**Task directions**:
Locate the word "above" in the data below, then copy every line that holds it.

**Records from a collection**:
*** Begin section ***

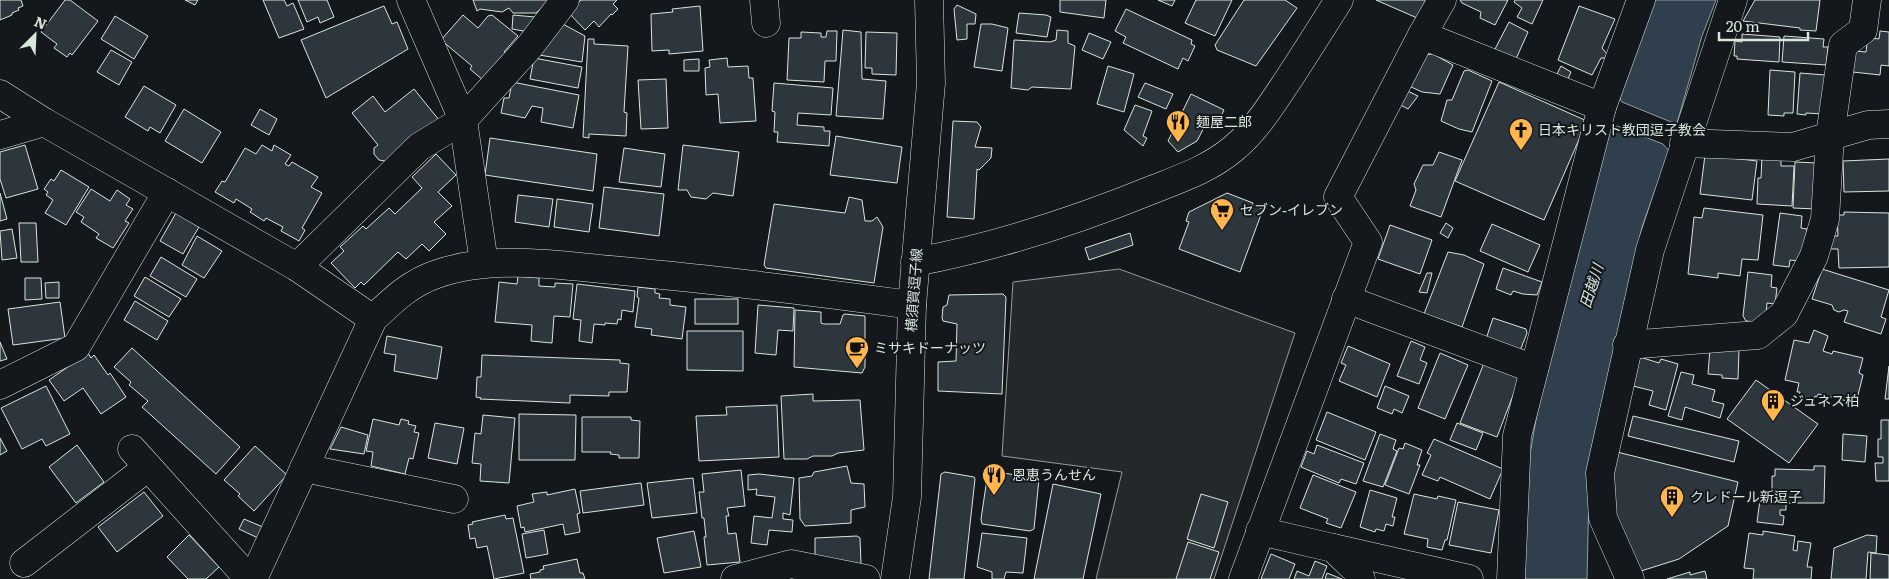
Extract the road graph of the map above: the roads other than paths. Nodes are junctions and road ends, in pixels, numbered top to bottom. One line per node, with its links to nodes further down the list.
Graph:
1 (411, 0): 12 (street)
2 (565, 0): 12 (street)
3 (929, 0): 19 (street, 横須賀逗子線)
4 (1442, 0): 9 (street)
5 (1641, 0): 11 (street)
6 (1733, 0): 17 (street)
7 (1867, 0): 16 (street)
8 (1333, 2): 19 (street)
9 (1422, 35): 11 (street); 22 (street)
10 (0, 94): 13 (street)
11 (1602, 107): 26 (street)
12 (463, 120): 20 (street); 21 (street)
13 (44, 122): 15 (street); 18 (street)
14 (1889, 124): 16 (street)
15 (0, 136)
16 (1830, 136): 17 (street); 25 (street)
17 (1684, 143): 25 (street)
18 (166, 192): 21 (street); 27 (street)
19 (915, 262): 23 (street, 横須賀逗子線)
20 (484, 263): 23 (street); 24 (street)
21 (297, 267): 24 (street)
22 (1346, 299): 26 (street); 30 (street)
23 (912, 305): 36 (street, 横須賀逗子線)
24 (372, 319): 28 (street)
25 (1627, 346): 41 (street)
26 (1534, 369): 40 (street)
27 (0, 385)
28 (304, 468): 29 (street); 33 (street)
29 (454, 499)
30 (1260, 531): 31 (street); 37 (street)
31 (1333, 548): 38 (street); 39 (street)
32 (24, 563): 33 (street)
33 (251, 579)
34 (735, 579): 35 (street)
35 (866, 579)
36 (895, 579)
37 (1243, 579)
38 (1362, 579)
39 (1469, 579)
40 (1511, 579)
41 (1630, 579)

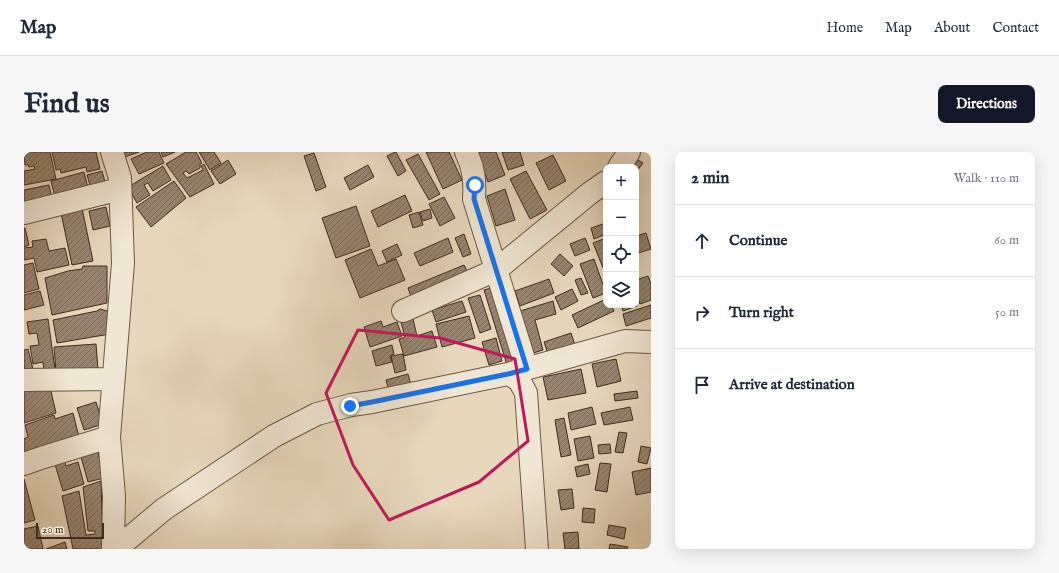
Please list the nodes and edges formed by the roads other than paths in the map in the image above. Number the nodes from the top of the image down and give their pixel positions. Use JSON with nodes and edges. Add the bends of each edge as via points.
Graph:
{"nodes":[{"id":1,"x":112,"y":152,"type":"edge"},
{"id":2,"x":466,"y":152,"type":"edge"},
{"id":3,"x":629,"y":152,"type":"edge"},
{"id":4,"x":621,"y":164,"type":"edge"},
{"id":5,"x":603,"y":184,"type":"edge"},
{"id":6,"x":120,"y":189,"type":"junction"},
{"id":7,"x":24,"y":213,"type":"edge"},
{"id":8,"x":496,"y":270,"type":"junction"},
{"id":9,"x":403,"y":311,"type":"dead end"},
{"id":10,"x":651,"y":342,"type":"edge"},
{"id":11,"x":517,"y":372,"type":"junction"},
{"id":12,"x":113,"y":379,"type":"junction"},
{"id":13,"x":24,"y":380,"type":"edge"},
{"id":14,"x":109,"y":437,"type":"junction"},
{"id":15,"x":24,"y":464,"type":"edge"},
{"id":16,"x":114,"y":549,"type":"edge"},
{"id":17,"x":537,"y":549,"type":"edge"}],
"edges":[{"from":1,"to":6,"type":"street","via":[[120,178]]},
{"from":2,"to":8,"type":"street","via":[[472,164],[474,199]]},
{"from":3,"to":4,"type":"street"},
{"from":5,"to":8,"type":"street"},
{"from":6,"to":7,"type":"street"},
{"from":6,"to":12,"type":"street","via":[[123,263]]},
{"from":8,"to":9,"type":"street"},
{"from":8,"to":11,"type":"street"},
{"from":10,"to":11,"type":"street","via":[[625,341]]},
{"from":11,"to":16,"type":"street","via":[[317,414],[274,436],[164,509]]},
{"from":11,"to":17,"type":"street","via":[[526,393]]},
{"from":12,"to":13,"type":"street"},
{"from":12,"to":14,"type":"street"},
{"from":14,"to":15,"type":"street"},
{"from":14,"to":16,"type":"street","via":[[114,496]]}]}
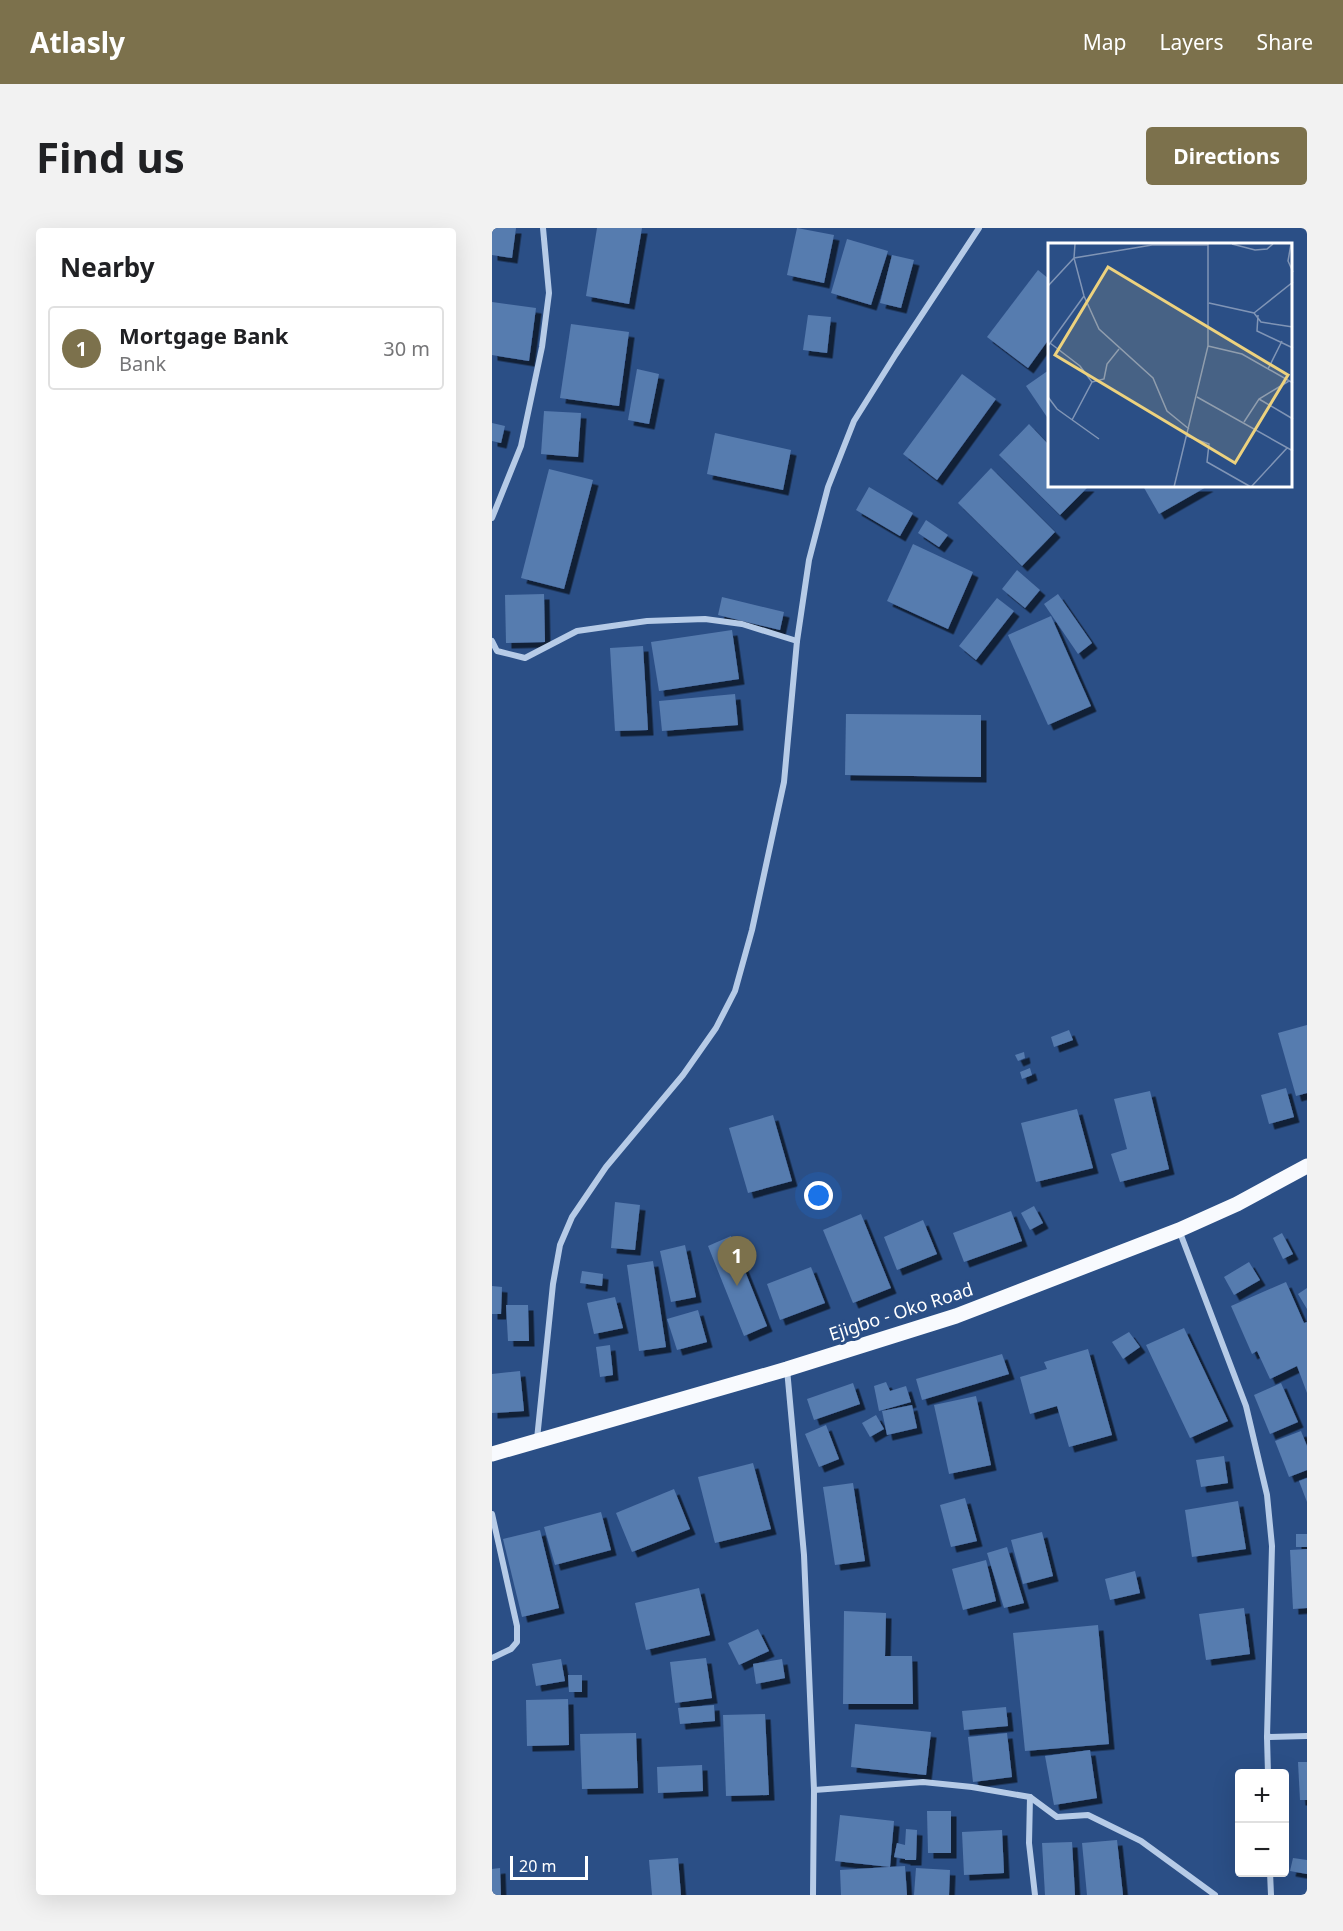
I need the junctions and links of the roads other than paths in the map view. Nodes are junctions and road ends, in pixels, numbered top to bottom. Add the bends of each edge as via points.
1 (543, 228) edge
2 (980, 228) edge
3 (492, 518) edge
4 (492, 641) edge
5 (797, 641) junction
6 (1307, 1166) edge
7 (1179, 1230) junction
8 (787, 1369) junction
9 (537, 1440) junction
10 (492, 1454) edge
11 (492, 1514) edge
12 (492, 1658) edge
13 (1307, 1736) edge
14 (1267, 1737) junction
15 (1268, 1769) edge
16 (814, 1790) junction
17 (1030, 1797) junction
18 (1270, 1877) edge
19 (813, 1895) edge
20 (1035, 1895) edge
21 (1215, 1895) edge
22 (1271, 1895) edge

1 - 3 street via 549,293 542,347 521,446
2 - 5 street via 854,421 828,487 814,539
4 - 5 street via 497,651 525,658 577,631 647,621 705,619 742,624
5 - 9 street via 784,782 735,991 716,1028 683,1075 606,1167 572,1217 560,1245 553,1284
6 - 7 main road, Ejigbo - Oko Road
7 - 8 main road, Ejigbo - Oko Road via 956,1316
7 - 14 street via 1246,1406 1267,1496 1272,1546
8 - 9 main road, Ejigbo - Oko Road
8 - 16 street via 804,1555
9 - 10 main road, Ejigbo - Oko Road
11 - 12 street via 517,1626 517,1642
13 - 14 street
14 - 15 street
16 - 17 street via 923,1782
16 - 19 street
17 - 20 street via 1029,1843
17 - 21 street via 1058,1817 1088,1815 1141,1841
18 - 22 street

*** End section ***

**Answer to this exercise**:
Extract the road graph of the map above: the roads other than paths. Nodes are junctions and road ends, in pixels, numbered top to bottom. One line per node, with its links to nodes further down the list.
Please list the nodes and edges formed by the roads other than paths in the map in the image above. Number the nodes from the top of the image down and give their pixel positions. Use JSON with nodes and edges. Add the bends of each edge as via points.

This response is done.